Take control of your online identity, with Wink

November 8, 2007

People search engine Wink, the less bubbly but more filling competitor to Spock, is adding an interesting antilibel feature. Now, if you search for yourself on Wink and find a result you don't like, you can ask Wink to ignore it, and when other people search for you they won't see that result either.

You can delete feeds, results, and pictures from Wink search results.

It's a very useful feature--providing people are searching for you on Wink. While you can get that embarrassing party photo removed from the Wink results, it will still show up on Google. Wink CEO Michael Tanne makes two points regarding this. First, he says, about one third of the 3-billion-plus people searches done each month are now done on people search engines, with the other two-thirds split between general search engines and social networks. Wink is not a major force in people search yet, compared to online phone books, but it is making headway. Second, Wink results show up, to varying degrees, on general-purpose search engines. Tanne told me Wink results show up fairly reliably on Yahoo and that his team is working hard on Google optimization. So the upshot is, if you search for yourself on Wink and find a result or two you don't like, it's a good idea to "claim" your identity on the site and ask it to exclude those results. It can't hurt, and over time, it might help.

Wink also has some other new and interesting features. The most out there is a message board for people who haven't yet used the service. It works like this: Say you find an old friend via Wink, in a Web story or something, and you want to contact them. You can post a message to their name, and it will lie there waiting for them. If and when the person logs into Wink and claims their identity, they'll see your message.

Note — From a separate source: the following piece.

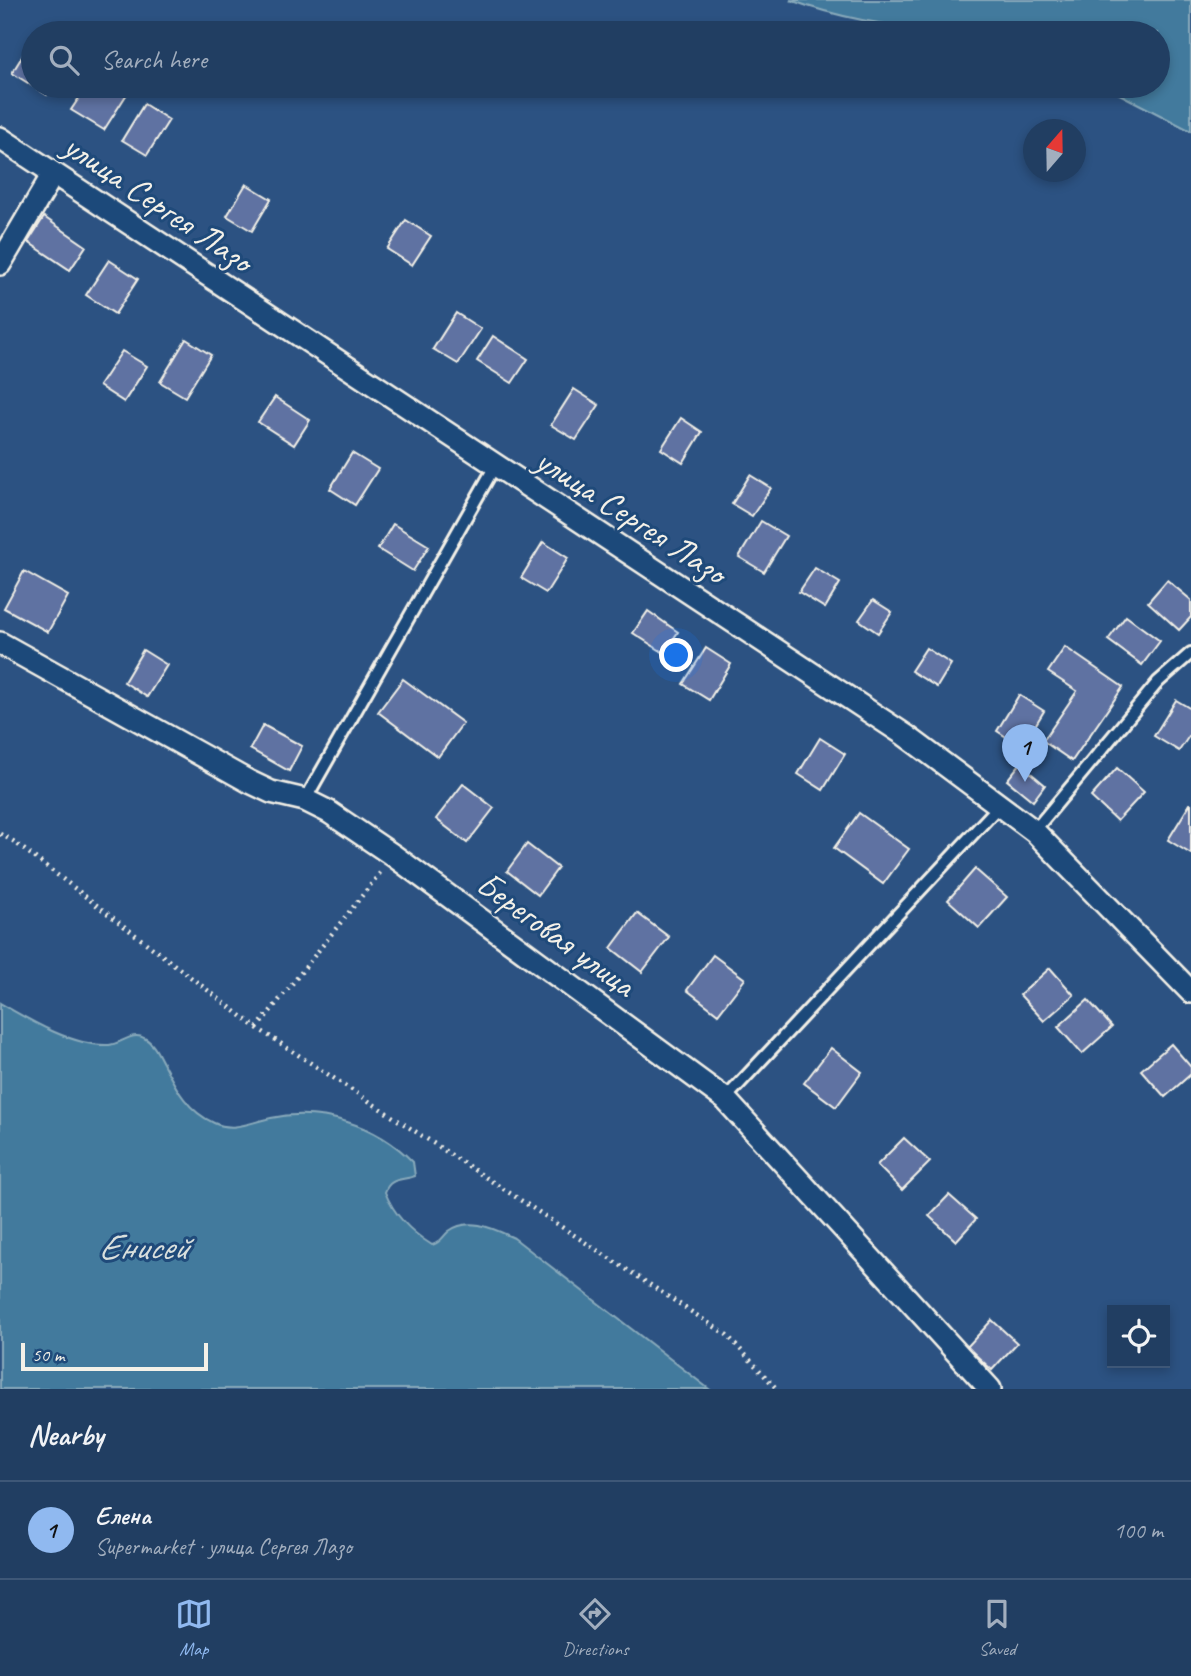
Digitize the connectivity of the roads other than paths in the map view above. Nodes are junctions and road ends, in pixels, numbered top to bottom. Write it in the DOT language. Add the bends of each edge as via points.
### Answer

Tanne agrees this is a "last-resort" method for contacting people, but it's a clever idea and if Wink integrates with other social nets through OpenSocial, it could become a useful way to leave little message bombs around the Web for people you haven't communicated with in a while.

Finally, Wink now has a feature that lets you "friend" people and follow all their activies in a feed much like the Facebook "wall" and Plaxo's Pulse. By the way, Both Wink and Plaxo offer a widget that will you can use to tell people what you're doing online. Wink's only shows where you have accounts, though: Plaxo reports actual activity, such as Twitter updates.

Wink is working on an OpenSocial implementation, which could be very powerful. Conceptually, using Wink as an aggregation point for your social network activities makes a lot of sense. I'm curious to see what the crew comes up with.

My takeaway: Wink is worth using as a people search engine. It's also worth taking the time to claim your profile and edit out all the stuff about you that you don't like.